Running the Analysis

  1. Go to Chart in the hospitalizations tab.
  2. To create Q1, make the Type=Bar, X Axis=condition, Y Axis=analysis_value (make sure it says "SUM" to the right), Color (Group By)=ID, Sort By=Y1 Axis (DESC)
  3. To create Q2, make the Type=Heatmap, X Axis=condition, Y Axis=primary_age, Color By=(Number of Rows), Repeat By=ID
  4. To create Q3, make the Type=Line, X Axis=condition, Y Axis=analysis_value (make sure it says "SUM" to the right), Color (Group By)=primary_race
  5. To create Q4, make the Type=BoxPlot, X Axis=condition, Y Axis=analysis_value (make sure it says "NUM" to the right), Repeat By=primary_sex
  6. To create Q5, make the Type=Pivot Table, Row=Geo_Area and ID, Value=analysis_value (make sure it says "SUM" to the right)
  7. To create Q6, make the Type=Line, X Axis=condition, Y Axis=analysis_value (make sure it says "SUM" to the right), Color (Group By)=state (click the three lines to left and then limit and then the type "top", number of results "5" and then click apply)
  8. To create Q7, make the Type=Heatmap, X Axis=state, Y Axis=primary_age, Color By=(Number of Rows)
  9. To create Q8, make the Type=Bar, X Axis=state (click the three lines to left and then limit and then the type "top", number of results "10" and then click apply), Y Axis=analysis_value (make sure it says "SUM" to the right), Sort By=Y1 Axis (DESC), Repeat By="primary_race"
  10. To create Q9, make the Type=Bar, X Axis=state (click the three lines to left and then limit and then the type "top", number of results "10" and then click apply), Y Axis=analysis_value (make sure it says "SUM" to the right), Color (Group By)=ID, Sort By=Y1 Axis (DESC)
  11. To create Q10, make the Type=Map - Standard, Map=US States, Type=Circle, State=state, Color By=analysis_value (make sure it says "SUM" to the right, also click the three lines and then color settings and change the color palette to Red-Blue), Size=analysis_value (make sure it says "SUM" to the right)
  12. All of the axes of Q1-10 were renamed by clicking on the screw to the right of Type for each chart and then typing in the corresponding section the new name for the x and y axis each.

Interpreting the Results

In order to interpret my visuals, I simply looked for the variables with the highest representation.

Collaboration/bibliography

I asked Jae Jung a few questions regarding general help with the data wrangling procedure.

Reflection

This final project was the perfect way for me to put my data science skills to the test.
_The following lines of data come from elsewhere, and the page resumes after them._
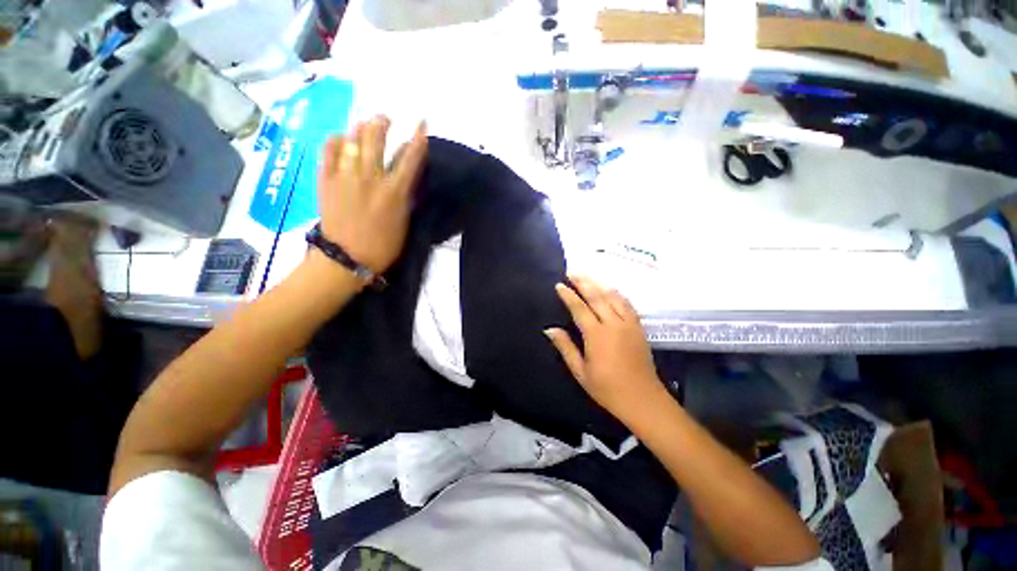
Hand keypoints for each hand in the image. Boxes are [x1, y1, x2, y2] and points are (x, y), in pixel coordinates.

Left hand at [318, 116, 427, 273]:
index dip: (418, 139)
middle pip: (377, 140)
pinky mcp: (326, 180)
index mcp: (394, 192)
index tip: (421, 123)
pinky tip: (341, 139)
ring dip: (361, 128)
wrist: (347, 258)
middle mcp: (371, 179)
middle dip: (382, 123)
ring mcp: (345, 177)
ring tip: (365, 123)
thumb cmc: (382, 246)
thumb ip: (405, 198)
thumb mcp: (403, 223)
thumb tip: (404, 179)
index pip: (409, 159)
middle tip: (385, 119)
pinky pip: (328, 151)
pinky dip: (336, 141)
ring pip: (353, 141)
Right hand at [545, 275, 664, 423]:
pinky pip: (627, 303)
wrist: (643, 400)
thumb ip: (565, 347)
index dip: (568, 295)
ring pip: (613, 296)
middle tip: (572, 272)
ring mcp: (629, 324)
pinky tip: (610, 289)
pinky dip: (616, 293)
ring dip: (599, 284)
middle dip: (583, 282)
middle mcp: (614, 324)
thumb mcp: (581, 372)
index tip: (559, 285)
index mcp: (597, 335)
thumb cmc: (608, 389)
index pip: (580, 308)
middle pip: (597, 296)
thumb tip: (549, 329)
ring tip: (588, 276)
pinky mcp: (639, 327)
One of the main things that this project highlighted to me was the importance of having a gameplan. You had to be very organized in order to complete this project. This means that you cannot just rush right in and start working. I had to be very deliberate and careful in the data wrangling process. Additionally, I took a significant amount of time to think of questions that would support my project topic of identifying the most vulnerable in the U.S. to chronic health conditions.
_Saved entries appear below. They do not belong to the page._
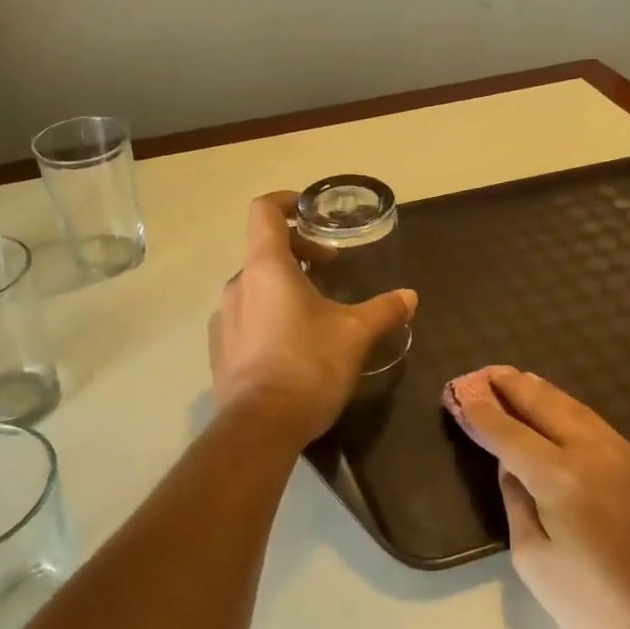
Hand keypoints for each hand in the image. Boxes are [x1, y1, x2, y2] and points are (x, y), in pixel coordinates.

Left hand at [209, 192, 417, 444]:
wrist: (260, 426)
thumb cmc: (308, 366)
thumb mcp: (355, 335)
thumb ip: (383, 310)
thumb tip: (409, 296)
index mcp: (266, 268)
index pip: (264, 211)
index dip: (286, 201)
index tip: (310, 211)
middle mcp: (238, 285)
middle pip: (264, 250)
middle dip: (299, 251)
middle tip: (329, 269)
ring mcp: (223, 317)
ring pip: (255, 286)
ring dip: (283, 286)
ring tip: (314, 311)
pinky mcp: (220, 348)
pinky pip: (245, 316)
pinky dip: (267, 314)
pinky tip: (290, 344)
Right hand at [445, 367, 629, 628]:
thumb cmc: (599, 605)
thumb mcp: (535, 562)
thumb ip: (518, 504)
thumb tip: (511, 466)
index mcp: (559, 477)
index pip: (509, 433)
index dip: (481, 412)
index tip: (460, 393)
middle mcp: (593, 454)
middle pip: (544, 405)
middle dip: (510, 387)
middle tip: (485, 372)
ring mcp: (628, 458)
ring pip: (577, 410)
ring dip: (543, 392)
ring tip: (520, 379)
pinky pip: (600, 427)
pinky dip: (572, 411)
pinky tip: (563, 413)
This assignment also taught me to focus on making a project and presentation interesting. I made sure to use a wide variety of charts in order to not bore those who analyze my research. I wish I had known prior to beginning my analysis the state composition of the dataset. I feel that the South's high representation in the dataset makes the results a little off from what they should be. While I still feel like more health care attention for chronic conditions should be directed towards the South, if I could redo this project I would do it with a dataset that proportionally represents the states by population. My advice to future students would be to take your time and embrace the process. It feels rewarding when your question gets answered in the end.